On Monday, British retailer Marks & Spencer and online supermarket Ocado witnessed a spike in their shares on the back of a report published in a newspaper on Sunday, which mentioned that they were planning to roll out an M&S food delivery service.
There have been talks going on between the executives of M&S and Ocado executives over past some time now. Following the report, shares in M&S witnessed a 2.6% raise, whereas, Ocado shares rose 6.7%, however, none of the companies have commented on the report so far.
Currently, Ocado has a supply and delivery collaboration with Waitrose, the John Lewis Partnership owned supermarket.

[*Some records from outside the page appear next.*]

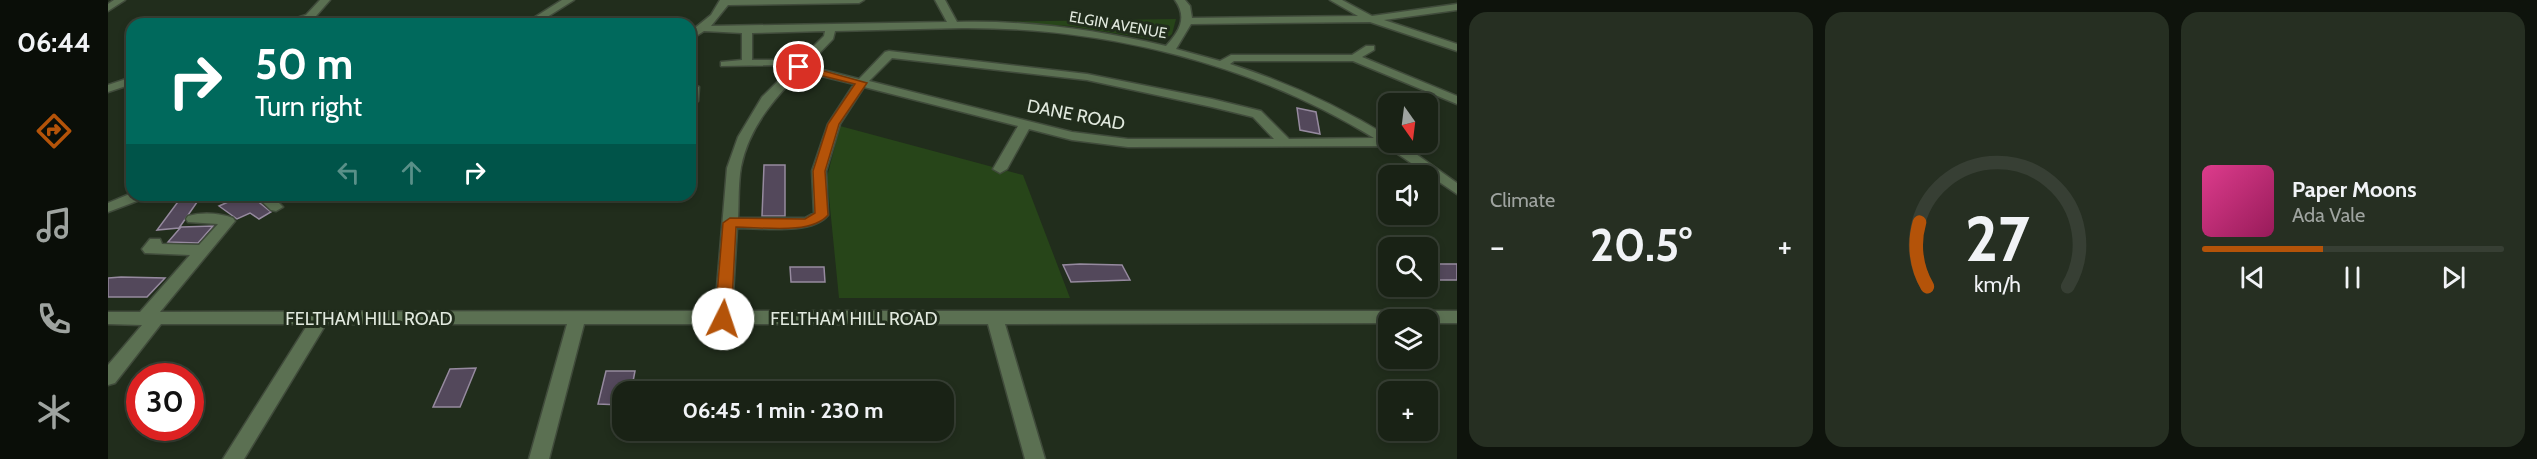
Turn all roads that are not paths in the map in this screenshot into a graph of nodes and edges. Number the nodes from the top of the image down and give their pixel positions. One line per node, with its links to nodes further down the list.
1 (120, 0): 9 (street)
2 (325, 0): 11 (street)
3 (569, 0): 12 (street)
4 (859, 0): 8 (street)
5 (940, 0): 15 (street)
6 (1180, 0): 14 (street)
7 (1335, 0): 13 (street)
8 (724, 1): 16 (street)
9 (108, 8)
10 (1457, 8): 13 (street)
11 (309, 18)
12 (539, 18)
13 (1371, 19): 14 (street); 21 (street)
14 (1188, 21): 22 (street)
15 (954, 25): 17 (street, ELGIN AVENUE); 22 (street, ELGIN AVENUE)
16 (703, 28): 18 (street, ELGIN AVENUE); 19 (street)
17 (830, 28): 18 (street, ELGIN AVENUE); 28 (street)
18 (747, 29): 24 (street)
19 (696, 33)
20 (1370, 48): 23 (street)
21 (1457, 48)
22 (1170, 49): 27 (street, ELGIN AVENUE)
23 (1354, 58): 27 (street); 32 (street)
24 (747, 63): 25 (street); 26 (street)
25 (780, 63)
26 (725, 64)
27 (1223, 64): 34 (street, ELGIN AVENUE)
28 (799, 67): 30 (street, DANE ROAD); 45 (street)
29 (126, 82): 31 (street)
30 (861, 83): 33 (street, DANE ROAD); 36 (street); 45 (street)
31 (108, 89)
32 (1457, 100)
33 (1025, 124): 36 (street, DANE ROAD); 38 (street)
34 (1378, 136)
35 (1378, 142): 36 (street, DANE ROAD)
36 (1286, 143)
37 (1406, 153): 39 (street, ELGIN AVENUE)
38 (1000, 169)
39 (1457, 190)
40 (126, 201): 43 (street)
41 (269, 201): 42 (street)
42 (276, 207)
43 (108, 208)
44 (193, 219): 47 (street)
45 (730, 223): 54 (street)
46 (155, 243): 47 (street)
47 (203, 250): 51 (street)
48 (1457, 317): 50 (street, FELTHAM HILL ROAD)
49 (108, 318): 51 (street, FELTHAM HILL ROAD)
50 (995, 318): 54 (street, FELTHAM HILL ROAD); 58 (street)
51 (150, 319): 52 (street, FELTHAM HILL ROAD); 55 (street)
52 (320, 319): 53 (street, FELTHAM HILL ROAD); 56 (street)
53 (577, 319): 54 (street, FELTHAM HILL ROAD); 57 (street)
54 (723, 319)
55 (108, 378)
56 (232, 459)
57 (539, 459)
58 (1035, 459)

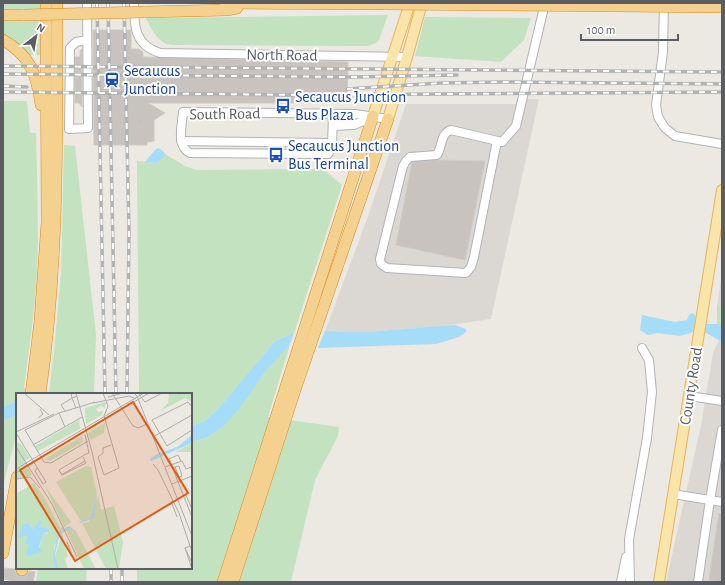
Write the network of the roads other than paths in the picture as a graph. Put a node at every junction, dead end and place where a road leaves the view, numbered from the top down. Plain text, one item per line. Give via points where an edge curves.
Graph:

The contract will expire in 2020. According to the recent report carried by a newspaper, the deal on the table is likely to put M&S in a position to play the part of Waitrose in the Ocado business. Waitrose declined to comment on the same.

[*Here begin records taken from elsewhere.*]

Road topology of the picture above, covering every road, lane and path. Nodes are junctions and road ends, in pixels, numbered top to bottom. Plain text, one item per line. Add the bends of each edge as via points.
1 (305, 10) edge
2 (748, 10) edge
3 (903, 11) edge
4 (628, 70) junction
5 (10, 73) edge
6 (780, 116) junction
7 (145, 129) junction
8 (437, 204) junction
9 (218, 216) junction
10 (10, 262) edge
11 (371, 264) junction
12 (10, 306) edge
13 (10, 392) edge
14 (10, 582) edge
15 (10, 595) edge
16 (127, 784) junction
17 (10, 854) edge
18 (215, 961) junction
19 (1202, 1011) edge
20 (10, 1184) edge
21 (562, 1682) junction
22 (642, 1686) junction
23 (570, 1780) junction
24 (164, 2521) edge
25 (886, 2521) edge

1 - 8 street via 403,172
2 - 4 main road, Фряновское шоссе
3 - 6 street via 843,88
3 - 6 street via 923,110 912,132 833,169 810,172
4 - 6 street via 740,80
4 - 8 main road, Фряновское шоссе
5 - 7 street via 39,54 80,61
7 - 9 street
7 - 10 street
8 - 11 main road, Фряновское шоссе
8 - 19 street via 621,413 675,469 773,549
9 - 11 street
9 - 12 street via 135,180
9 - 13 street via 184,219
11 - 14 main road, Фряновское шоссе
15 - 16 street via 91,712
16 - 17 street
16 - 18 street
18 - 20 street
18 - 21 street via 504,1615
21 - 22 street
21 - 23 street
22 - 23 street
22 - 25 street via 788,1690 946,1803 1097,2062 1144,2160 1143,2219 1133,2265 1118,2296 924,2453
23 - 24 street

On January 10, when M&S gave an update on Christmas trading, Steve Rowe, the retailer’s chief executive, was asked about the group’s plans for a full online grocery shopping service. He smartly addressed the media saying that presently the retailer’s basket size isn’t sufficient to cater to that. He added that around 41% of their customers were shopping for today/tonight and that’s something that won’t fit in an online proposition, and further mentioned that people seek a different offer from them.

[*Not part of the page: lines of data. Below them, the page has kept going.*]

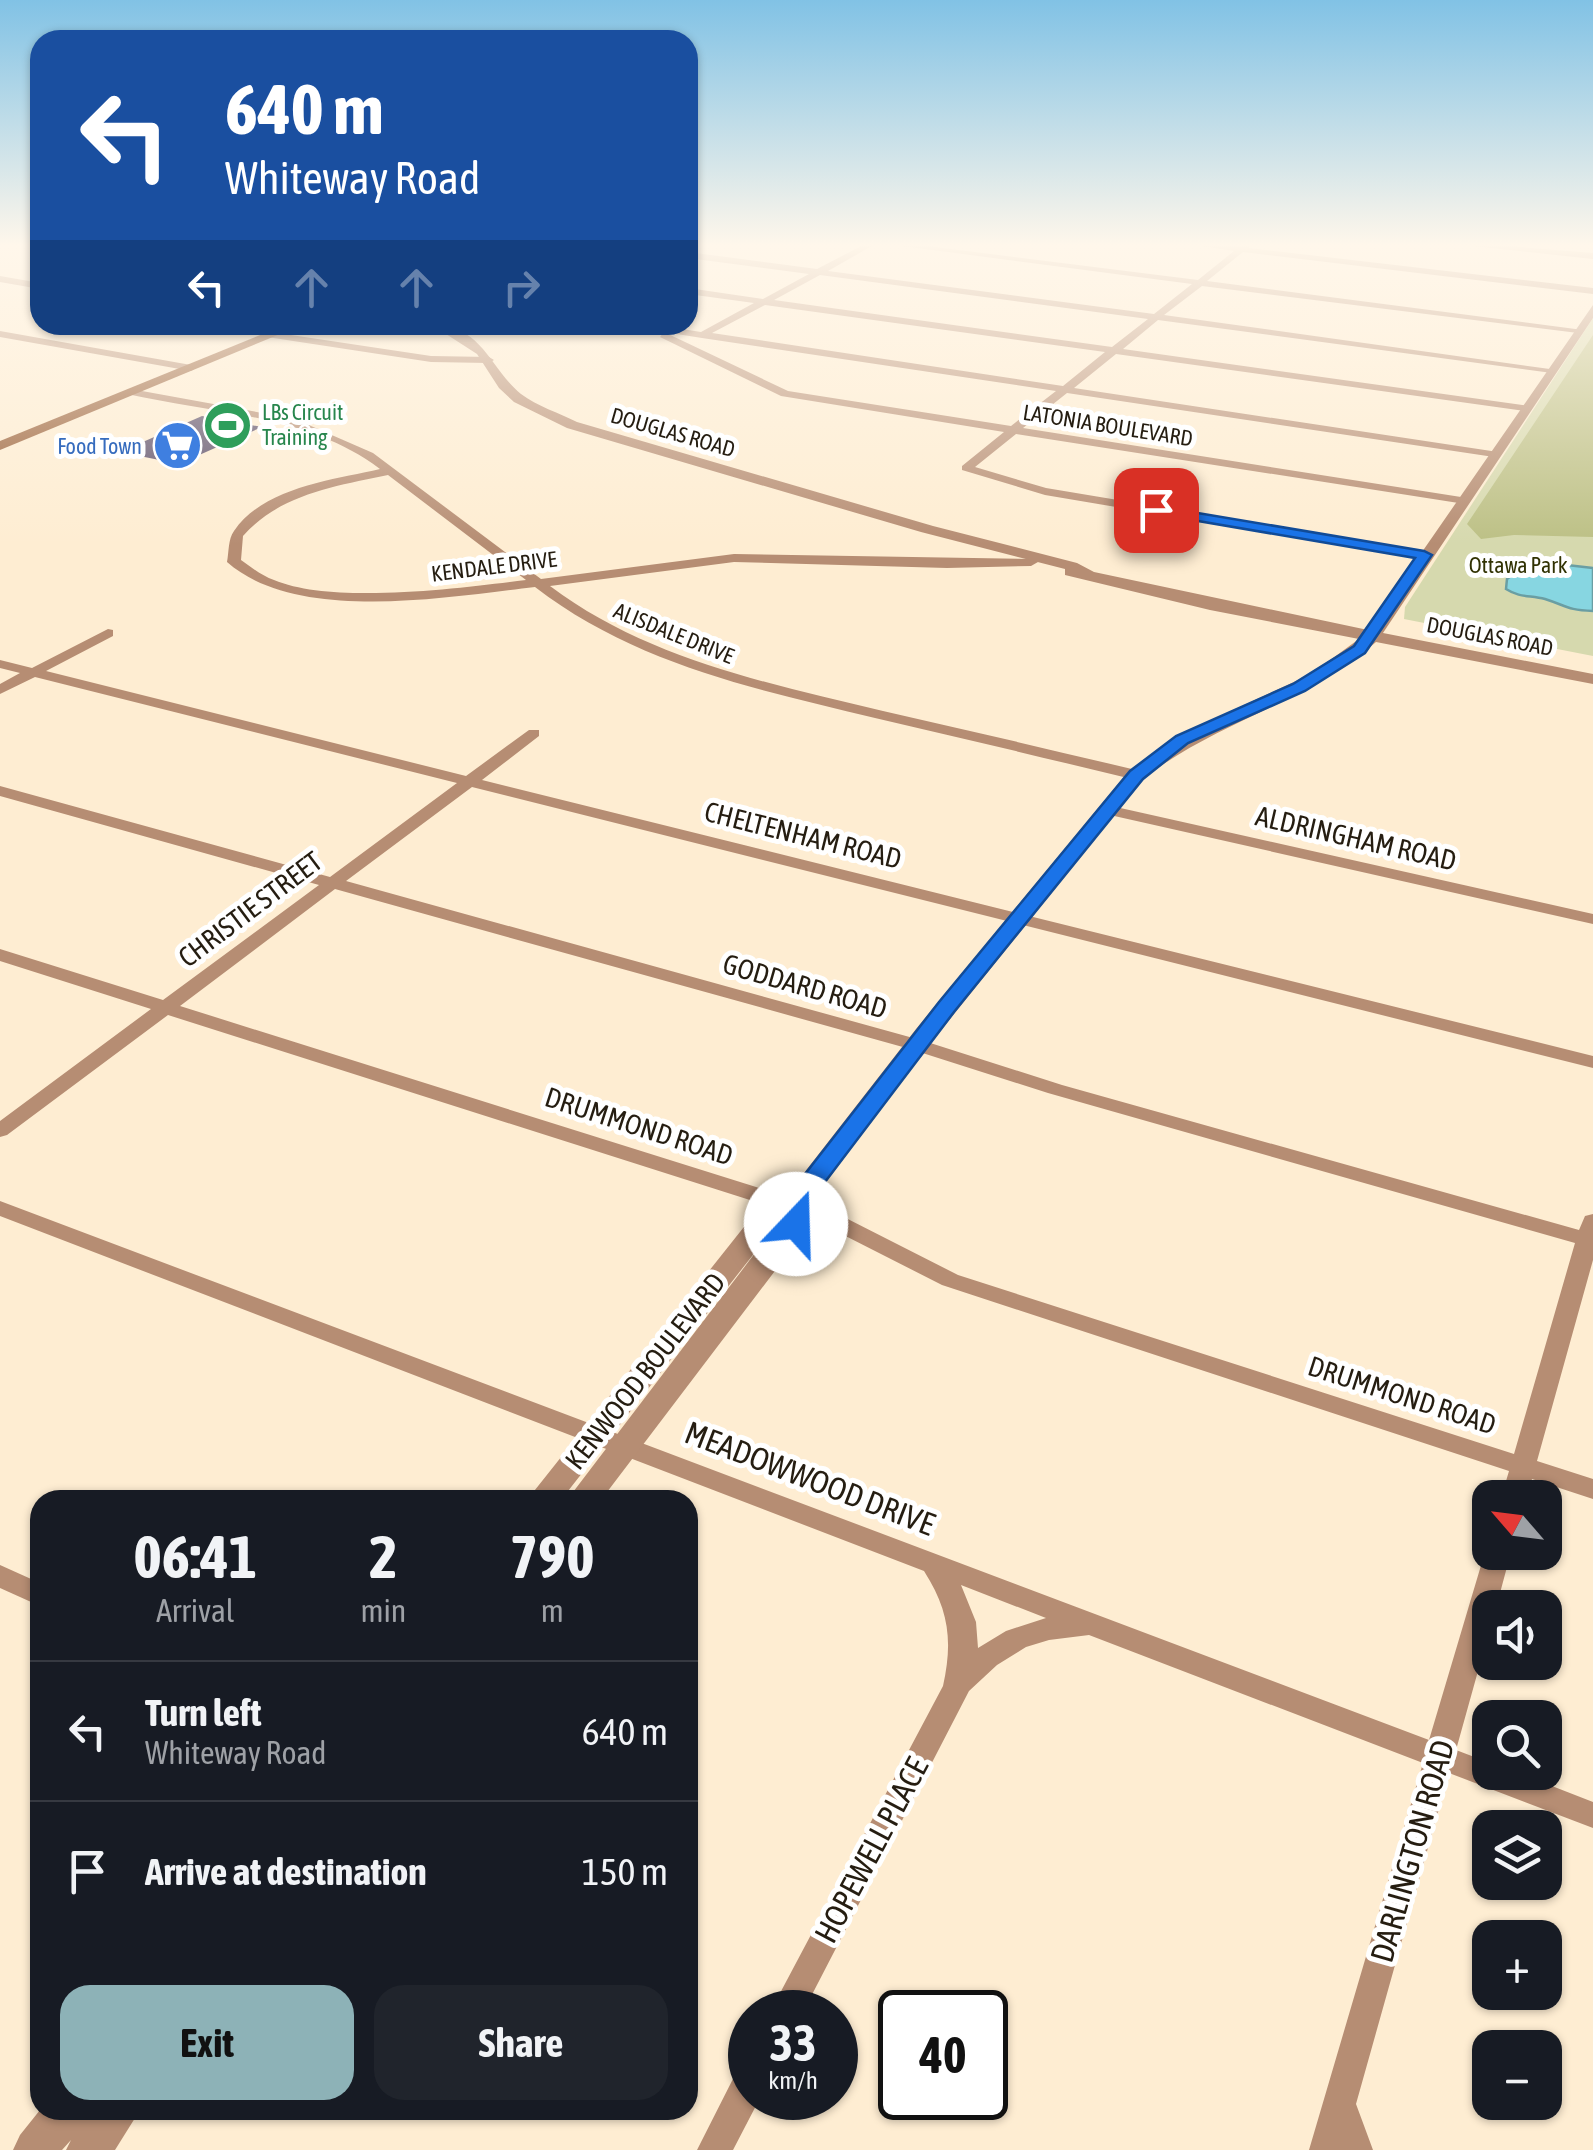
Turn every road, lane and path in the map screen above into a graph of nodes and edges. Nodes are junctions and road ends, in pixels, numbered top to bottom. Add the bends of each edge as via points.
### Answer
1 (52, 343) edge
2 (244, 343) edge
3 (346, 343) edge
4 (469, 343) edge
5 (679, 343) edge
6 (686, 343) edge
7 (752, 343) edge
8 (1049, 343) edge
9 (1121, 343) edge
10 (1352, 343) edge
11 (1569, 343) edge
12 (682, 345) junction
13 (1110, 352) junction
14 (489, 360) junction
15 (191, 368) junction
16 (1552, 370) junction
17 (1063, 389) junction
18 (131, 392) junction
19 (1524, 410) junction
20 (1012, 430) junction
21 (0, 446) edge
22 (1494, 454) junction
23 (389, 471) junction
24 (1460, 501) junction
25 (927, 529) junction
26 (969, 544) junction
27 (1424, 555) junction
28 (1031, 562) junction
29 (962, 564) junction
30 (1086, 573) junction
31 (533, 582) junction
32 (108, 633) dead end
33 (1372, 637) junction
34 (0, 664) edge
35 (34, 672) junction
36 (1593, 679) edge
37 (0, 690) edge
38 (534, 733) dead end
39 (1136, 775) junction
40 (470, 781) junction
41 (0, 790) edge
42 (1108, 810) junction
43 (333, 883) junction
44 (1018, 918) junction
45 (1593, 919) edge
46 (0, 955) edge
47 (164, 1008) junction
48 (916, 1045) junction
49 (1593, 1062) edge
50 (0, 1131) edge
51 (793, 1206) junction
52 (0, 1208) edge
53 (1591, 1234) edge
54 (610, 1439) junction
55 (1523, 1466) junction
56 (1519, 1480) edge
57 (1593, 1489) edge
58 (554, 1490) edge
59 (587, 1490) edge
60 (933, 1563) junction
61 (1493, 1570) edge
62 (0, 1576) edge
63 (30, 1590) edge
64 (1094, 1624) junction
65 (957, 1687) junction
66 (1439, 1756) junction
67 (1593, 1816) edge
68 (798, 1990) edge
69 (1340, 2103) junction
70 (58, 2120) edge
71 (110, 2120) edge
72 (730, 2120) edge
73 (35, 2150) edge
74 (88, 2150) edge
75 (714, 2150) edge
76 (1326, 2150) edge
77 (1356, 2150) edge

1 - 15 street
2 - 15 main road
3 - 14 street via 431,359
4 - 14 street, DOUGLAS ROAD
5 - 12 street, LATONIA BOULEVARD
6 - 12 street
7 - 17 street
8 - 13 street
9 - 13 street
10 - 16 street
11 - 16 street, KENWOOD BOULEVARD
12 - 20 street, LATONIA BOULEVARD via 784,394
13 - 17 street
13 - 19 street
14 - 25 street, DOUGLAS ROAD via 514,396 572,426
15 - 18 main road
16 - 19 street, KENWOOD BOULEVARD
17 - 20 street
17 - 22 street
18 - 21 main road
18 - 23 street, ALISDALE DRIVE via 291,421 369,455
19 - 22 street, KENWOOD BOULEVARD
20 - 24 street, LATONIA BOULEVARD
20 - 27 street via 966,468 1045,491
22 - 24 street, KENWOOD BOULEVARD
23 - 31 street, ALISDALE DRIVE
23 - 31 street, KENDALE DRIVE via 318,488 260,513 236,535 234,562 269,583 339,596
24 - 27 street, KENWOOD BOULEVARD
25 - 26 street, DOUGLAS ROAD
25 - 30 street, DOUGLAS ROAD
26 - 28 street, DOUGLAS ROAD
26 - 29 street via 976,555
27 - 33 street, KENWOOD BOULEVARD
28 - 29 street, KENDALE DRIVE
28 - 30 street, DOUGLAS ROAD
29 - 31 street, KENDALE DRIVE via 732,558
30 - 33 street, DOUGLAS ROAD
31 - 39 street, ALISDALE DRIVE via 653,651 743,682
32 - 35 street
33 - 36 street, DOUGLAS ROAD
33 - 39 street, KENWOOD BOULEVARD via 1325,674 1202,728
34 - 35 street, CHELTENHAM ROAD
35 - 37 street
35 - 40 street, CHELTENHAM ROAD
38 - 40 street, CHRISTIE STREET
39 - 42 street, KENWOOD BOULEVARD
40 - 43 street, CHRISTIE STREET
40 - 44 street, CHELTENHAM ROAD
41 - 43 street, GODDARD ROAD
42 - 44 street, KENWOOD BOULEVARD
42 - 45 street, ALDRINGHAM ROAD
43 - 47 street, CHRISTIE STREET
43 - 48 street, GODDARD ROAD
44 - 48 street, KENWOOD BOULEVARD
44 - 49 street, CHELTENHAM ROAD
46 - 47 street, DRUMMOND ROAD
47 - 50 street, CHRISTIE STREET
47 - 51 street, DRUMMOND ROAD
48 - 51 street, KENWOOD BOULEVARD
48 - 53 street, GODDARD ROAD
51 - 54 street, KENWOOD BOULEVARD via 796,1224
51 - 55 street, DRUMMOND ROAD via 847,1224 950,1280
52 - 54 street, MEADOWWOOD DRIVE
53 - 55 street
54 - 58 street, KENWOOD BOULEVARD
54 - 59 street, KENWOOD BOULEVARD
54 - 60 street, MEADOWWOOD DRIVE
55 - 56 street
55 - 57 street, DRUMMOND ROAD
60 - 64 street, MEADOWWOOD DRIVE
60 - 65 street, HOPEWELL PLACE via 965,1628
61 - 66 street, DARLINGTON ROAD
62 - 63 street
64 - 65 street, HOPEWELL PLACE via 1004,1644 979,1660
64 - 66 street, MEADOWWOOD DRIVE
65 - 68 street, HOPEWELL PLACE
66 - 67 street, MEADOWWOOD DRIVE
66 - 69 street, DARLINGTON ROAD
69 - 76 street, DARLINGTON ROAD
69 - 77 street
70 - 73 street
71 - 74 street
72 - 75 street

However, somewhere Rowe hinted a change in their future action plan, saying that he was aware of the trend to shift online with food and was considering that too.
M&S started experimenting with home delivery back in 2017, when it started a trial in north London to offer some ready meals. Currently, M&S deals in alcoholic drinks, wedding cakes, and party food for collection, but lacks a robust delivery network like that of Asda, Tesco, Sainsbury’s or Morrison.